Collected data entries
= = = = = = =

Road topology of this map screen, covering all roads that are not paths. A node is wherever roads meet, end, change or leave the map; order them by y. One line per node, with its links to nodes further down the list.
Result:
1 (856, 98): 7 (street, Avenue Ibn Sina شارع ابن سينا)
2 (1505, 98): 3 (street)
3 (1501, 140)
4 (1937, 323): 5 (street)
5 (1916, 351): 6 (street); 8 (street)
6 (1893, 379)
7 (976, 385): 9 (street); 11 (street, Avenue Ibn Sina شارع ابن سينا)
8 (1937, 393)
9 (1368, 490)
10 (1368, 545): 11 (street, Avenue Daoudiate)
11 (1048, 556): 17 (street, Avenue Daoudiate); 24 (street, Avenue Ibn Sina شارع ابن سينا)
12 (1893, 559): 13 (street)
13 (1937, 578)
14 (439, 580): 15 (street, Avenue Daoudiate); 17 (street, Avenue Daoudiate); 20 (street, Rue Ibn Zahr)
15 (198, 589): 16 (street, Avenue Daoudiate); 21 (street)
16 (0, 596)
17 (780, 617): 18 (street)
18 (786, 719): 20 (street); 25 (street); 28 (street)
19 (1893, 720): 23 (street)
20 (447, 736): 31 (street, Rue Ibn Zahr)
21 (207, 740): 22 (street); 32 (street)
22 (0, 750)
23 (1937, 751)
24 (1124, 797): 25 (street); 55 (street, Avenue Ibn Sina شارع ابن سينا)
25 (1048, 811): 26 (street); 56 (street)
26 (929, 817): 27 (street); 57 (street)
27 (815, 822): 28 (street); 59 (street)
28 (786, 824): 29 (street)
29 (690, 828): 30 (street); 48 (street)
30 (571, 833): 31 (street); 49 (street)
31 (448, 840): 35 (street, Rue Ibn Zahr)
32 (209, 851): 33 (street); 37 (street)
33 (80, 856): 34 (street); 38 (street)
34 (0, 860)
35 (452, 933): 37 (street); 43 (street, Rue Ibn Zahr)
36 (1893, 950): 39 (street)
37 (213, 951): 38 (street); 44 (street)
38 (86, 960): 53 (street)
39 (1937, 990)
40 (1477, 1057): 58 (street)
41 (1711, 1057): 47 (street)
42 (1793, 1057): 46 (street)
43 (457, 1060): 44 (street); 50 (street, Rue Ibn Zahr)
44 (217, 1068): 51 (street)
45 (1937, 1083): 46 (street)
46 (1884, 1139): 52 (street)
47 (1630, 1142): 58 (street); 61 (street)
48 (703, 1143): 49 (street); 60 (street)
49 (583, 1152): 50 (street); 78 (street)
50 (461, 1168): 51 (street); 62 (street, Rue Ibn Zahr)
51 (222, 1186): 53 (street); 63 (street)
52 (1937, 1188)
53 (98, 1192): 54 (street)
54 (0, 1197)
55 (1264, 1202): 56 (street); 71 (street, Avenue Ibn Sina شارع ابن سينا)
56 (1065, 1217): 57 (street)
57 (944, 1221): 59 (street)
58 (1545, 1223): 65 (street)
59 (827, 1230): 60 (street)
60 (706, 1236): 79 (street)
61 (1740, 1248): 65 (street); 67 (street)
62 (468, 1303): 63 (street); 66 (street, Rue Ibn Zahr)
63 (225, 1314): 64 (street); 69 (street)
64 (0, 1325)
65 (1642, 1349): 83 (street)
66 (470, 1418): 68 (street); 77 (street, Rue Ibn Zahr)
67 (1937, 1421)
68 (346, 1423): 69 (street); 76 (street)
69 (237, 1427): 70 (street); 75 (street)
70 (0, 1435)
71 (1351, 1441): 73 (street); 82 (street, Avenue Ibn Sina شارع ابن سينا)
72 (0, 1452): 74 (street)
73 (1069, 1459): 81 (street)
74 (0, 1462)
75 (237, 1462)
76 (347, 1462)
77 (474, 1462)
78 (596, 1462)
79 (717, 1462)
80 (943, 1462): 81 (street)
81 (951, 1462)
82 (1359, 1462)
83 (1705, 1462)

= = = = = = =

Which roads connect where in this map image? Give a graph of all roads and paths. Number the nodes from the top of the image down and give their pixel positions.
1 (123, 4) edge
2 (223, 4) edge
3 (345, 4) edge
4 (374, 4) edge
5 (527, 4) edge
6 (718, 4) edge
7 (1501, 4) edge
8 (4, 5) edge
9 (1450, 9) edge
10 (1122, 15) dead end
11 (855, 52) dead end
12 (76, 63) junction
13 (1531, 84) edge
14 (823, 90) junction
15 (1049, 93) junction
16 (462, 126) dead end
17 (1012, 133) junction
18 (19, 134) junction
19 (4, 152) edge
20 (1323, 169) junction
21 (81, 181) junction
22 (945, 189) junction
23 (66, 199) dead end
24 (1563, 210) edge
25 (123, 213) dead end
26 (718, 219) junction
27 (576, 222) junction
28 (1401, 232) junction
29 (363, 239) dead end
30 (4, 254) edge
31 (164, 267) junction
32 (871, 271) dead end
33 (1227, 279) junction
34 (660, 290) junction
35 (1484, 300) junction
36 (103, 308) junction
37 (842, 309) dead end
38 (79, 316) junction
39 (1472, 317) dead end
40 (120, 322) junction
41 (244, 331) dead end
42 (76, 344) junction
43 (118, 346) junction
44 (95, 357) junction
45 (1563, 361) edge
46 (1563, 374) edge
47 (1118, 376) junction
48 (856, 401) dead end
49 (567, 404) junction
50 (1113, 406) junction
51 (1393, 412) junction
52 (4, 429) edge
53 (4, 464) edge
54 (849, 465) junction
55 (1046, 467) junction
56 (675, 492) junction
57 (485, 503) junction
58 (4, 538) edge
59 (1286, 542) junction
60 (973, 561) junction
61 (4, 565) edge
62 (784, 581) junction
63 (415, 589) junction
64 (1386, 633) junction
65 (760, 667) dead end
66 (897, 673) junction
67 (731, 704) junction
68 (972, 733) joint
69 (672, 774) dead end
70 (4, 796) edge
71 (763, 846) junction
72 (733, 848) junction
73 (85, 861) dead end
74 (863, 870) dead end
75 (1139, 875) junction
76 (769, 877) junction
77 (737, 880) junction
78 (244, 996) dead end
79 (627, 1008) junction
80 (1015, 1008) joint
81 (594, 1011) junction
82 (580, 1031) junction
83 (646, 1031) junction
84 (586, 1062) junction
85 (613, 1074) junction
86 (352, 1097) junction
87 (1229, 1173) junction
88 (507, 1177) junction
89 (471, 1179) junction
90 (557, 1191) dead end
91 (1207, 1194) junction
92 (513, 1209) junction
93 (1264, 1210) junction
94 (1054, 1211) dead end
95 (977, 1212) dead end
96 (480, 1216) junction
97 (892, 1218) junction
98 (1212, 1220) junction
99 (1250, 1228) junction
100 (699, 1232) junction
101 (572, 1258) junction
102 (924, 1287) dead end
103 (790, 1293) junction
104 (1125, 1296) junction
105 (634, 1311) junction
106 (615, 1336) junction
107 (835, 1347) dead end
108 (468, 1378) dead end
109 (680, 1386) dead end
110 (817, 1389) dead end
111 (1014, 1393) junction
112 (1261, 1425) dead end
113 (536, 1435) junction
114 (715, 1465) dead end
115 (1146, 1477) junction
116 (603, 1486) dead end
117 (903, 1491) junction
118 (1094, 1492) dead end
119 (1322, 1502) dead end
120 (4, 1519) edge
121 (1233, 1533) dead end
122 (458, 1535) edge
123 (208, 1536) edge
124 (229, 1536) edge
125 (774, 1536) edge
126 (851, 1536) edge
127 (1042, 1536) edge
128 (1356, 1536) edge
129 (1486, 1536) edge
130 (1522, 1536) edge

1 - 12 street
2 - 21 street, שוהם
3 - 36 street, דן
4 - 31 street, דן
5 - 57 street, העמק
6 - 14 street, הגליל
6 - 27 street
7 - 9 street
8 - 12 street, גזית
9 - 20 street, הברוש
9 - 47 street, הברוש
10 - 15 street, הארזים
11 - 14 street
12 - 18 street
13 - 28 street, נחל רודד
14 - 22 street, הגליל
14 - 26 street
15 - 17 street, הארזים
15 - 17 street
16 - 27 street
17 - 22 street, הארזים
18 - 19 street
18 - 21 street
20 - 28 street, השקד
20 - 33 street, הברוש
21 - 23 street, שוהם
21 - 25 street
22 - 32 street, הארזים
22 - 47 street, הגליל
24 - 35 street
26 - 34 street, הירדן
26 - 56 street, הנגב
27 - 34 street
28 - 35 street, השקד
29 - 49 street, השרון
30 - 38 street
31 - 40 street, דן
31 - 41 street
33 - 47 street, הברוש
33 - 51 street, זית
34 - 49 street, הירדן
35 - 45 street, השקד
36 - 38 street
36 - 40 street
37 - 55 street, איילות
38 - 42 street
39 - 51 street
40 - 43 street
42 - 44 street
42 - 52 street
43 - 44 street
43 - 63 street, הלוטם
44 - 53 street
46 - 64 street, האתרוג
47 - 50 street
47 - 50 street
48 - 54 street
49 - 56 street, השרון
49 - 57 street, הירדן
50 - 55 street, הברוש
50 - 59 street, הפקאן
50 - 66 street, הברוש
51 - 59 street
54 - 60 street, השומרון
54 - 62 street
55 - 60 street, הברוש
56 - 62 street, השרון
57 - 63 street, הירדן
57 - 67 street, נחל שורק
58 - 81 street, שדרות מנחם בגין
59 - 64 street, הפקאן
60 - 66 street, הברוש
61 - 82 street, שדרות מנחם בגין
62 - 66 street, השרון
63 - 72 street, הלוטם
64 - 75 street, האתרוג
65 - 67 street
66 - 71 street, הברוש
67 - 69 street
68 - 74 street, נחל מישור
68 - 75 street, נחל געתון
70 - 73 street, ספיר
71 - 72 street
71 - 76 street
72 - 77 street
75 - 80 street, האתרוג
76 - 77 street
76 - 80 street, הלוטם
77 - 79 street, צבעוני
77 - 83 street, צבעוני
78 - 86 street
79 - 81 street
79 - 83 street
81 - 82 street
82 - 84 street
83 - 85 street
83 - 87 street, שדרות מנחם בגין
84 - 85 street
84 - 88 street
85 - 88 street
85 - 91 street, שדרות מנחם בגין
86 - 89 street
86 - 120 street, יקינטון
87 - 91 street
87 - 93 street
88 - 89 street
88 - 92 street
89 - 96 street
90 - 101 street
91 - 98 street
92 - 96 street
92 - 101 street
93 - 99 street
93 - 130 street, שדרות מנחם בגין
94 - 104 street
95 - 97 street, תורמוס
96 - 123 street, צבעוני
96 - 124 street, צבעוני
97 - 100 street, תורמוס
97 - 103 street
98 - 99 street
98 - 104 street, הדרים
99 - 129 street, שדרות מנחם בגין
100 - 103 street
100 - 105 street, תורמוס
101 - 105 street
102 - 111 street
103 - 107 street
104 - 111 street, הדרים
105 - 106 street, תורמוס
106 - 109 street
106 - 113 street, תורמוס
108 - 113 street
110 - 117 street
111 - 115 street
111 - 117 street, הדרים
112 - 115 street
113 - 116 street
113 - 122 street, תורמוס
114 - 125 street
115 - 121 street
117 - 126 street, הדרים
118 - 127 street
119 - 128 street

= = = = = = =

Problem to work on: If a line in the entries above has the word "הלוטם", copy it.

Answer box:
43 - 63 street, הלוטם
63 - 72 street, הלוטם
76 - 80 street, הלוטם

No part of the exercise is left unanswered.